#### Records to process

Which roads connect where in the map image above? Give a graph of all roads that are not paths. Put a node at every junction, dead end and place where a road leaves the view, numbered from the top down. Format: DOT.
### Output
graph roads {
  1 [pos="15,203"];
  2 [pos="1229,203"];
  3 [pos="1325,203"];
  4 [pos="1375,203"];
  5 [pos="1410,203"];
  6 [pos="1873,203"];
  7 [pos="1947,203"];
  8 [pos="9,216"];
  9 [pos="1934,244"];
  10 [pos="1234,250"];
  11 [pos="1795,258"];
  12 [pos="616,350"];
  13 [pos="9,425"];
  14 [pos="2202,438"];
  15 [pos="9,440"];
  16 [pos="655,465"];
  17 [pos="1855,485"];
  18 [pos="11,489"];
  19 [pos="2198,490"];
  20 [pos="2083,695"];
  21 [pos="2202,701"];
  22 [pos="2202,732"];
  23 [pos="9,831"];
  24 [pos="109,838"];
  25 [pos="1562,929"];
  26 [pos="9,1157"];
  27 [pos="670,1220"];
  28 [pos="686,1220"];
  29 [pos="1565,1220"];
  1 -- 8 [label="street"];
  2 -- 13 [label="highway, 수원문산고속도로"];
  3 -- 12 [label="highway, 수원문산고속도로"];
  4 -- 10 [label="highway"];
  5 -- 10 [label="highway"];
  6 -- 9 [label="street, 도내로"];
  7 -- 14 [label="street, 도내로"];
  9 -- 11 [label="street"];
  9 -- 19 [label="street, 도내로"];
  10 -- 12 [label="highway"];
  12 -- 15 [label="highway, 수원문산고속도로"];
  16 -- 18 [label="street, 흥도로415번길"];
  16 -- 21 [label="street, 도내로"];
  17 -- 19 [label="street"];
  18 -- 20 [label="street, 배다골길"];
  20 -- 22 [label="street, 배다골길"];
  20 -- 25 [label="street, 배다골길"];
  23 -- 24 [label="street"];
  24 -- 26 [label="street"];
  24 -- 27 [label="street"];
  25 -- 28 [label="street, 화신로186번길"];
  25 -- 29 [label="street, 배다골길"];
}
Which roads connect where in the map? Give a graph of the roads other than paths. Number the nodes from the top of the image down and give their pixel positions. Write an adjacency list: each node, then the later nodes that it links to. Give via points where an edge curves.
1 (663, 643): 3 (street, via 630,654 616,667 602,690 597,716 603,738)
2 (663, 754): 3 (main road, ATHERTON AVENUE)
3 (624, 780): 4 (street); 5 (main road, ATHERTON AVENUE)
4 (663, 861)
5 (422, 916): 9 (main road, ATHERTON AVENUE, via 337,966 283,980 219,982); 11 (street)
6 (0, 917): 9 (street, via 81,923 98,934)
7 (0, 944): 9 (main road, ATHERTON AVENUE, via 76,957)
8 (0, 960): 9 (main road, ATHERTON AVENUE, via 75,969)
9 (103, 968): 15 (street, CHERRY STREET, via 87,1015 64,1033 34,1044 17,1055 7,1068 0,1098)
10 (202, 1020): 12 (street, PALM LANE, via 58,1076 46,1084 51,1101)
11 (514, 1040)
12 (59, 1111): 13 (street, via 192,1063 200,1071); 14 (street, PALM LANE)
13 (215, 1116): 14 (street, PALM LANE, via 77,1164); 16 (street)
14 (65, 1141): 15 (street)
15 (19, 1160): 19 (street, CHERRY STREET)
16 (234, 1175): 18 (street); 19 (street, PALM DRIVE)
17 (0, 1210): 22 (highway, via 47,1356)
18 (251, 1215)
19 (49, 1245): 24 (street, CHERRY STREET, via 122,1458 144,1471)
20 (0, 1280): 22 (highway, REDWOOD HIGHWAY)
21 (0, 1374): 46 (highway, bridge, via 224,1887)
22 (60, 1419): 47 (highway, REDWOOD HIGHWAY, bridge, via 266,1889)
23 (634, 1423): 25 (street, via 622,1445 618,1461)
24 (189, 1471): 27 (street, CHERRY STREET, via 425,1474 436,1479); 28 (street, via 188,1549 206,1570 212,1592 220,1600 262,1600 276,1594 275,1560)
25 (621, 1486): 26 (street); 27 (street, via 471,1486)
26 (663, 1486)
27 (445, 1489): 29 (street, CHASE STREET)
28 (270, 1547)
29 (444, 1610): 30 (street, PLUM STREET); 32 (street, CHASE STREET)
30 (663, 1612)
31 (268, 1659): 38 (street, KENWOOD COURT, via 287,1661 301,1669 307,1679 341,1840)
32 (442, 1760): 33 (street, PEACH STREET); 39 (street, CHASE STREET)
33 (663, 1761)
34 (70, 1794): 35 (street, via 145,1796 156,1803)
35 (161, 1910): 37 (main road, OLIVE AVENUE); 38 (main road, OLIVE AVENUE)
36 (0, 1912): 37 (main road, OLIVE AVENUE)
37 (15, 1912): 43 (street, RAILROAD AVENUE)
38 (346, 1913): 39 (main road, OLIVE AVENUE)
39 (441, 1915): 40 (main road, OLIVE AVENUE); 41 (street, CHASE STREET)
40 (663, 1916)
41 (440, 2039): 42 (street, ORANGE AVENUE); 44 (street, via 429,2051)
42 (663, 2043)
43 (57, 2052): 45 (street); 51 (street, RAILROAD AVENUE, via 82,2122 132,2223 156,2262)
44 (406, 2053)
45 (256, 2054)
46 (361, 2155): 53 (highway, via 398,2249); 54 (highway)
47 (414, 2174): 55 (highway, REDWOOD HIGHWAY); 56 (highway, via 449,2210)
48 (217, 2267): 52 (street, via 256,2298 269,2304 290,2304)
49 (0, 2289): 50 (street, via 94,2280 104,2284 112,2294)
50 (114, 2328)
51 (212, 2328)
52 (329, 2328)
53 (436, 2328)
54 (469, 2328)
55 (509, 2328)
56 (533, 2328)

########

Activity: Where does the word "image" appear in the records? Copy every line that holds it.

The answer:
Which roads connect where in the map image above? Give a graph of all roads that are not paths. Put a node at every junction, dead end and place where a road leaves the view, numbered from the top down. Format: DOT.
Which roads connect where in the map? Give a graph of the roads other than paths. Number the nodes from the top of the image down and give their pixel positions. Write an adjacency list: each node, then the later nodes that it links to. Give via points where an edge curves.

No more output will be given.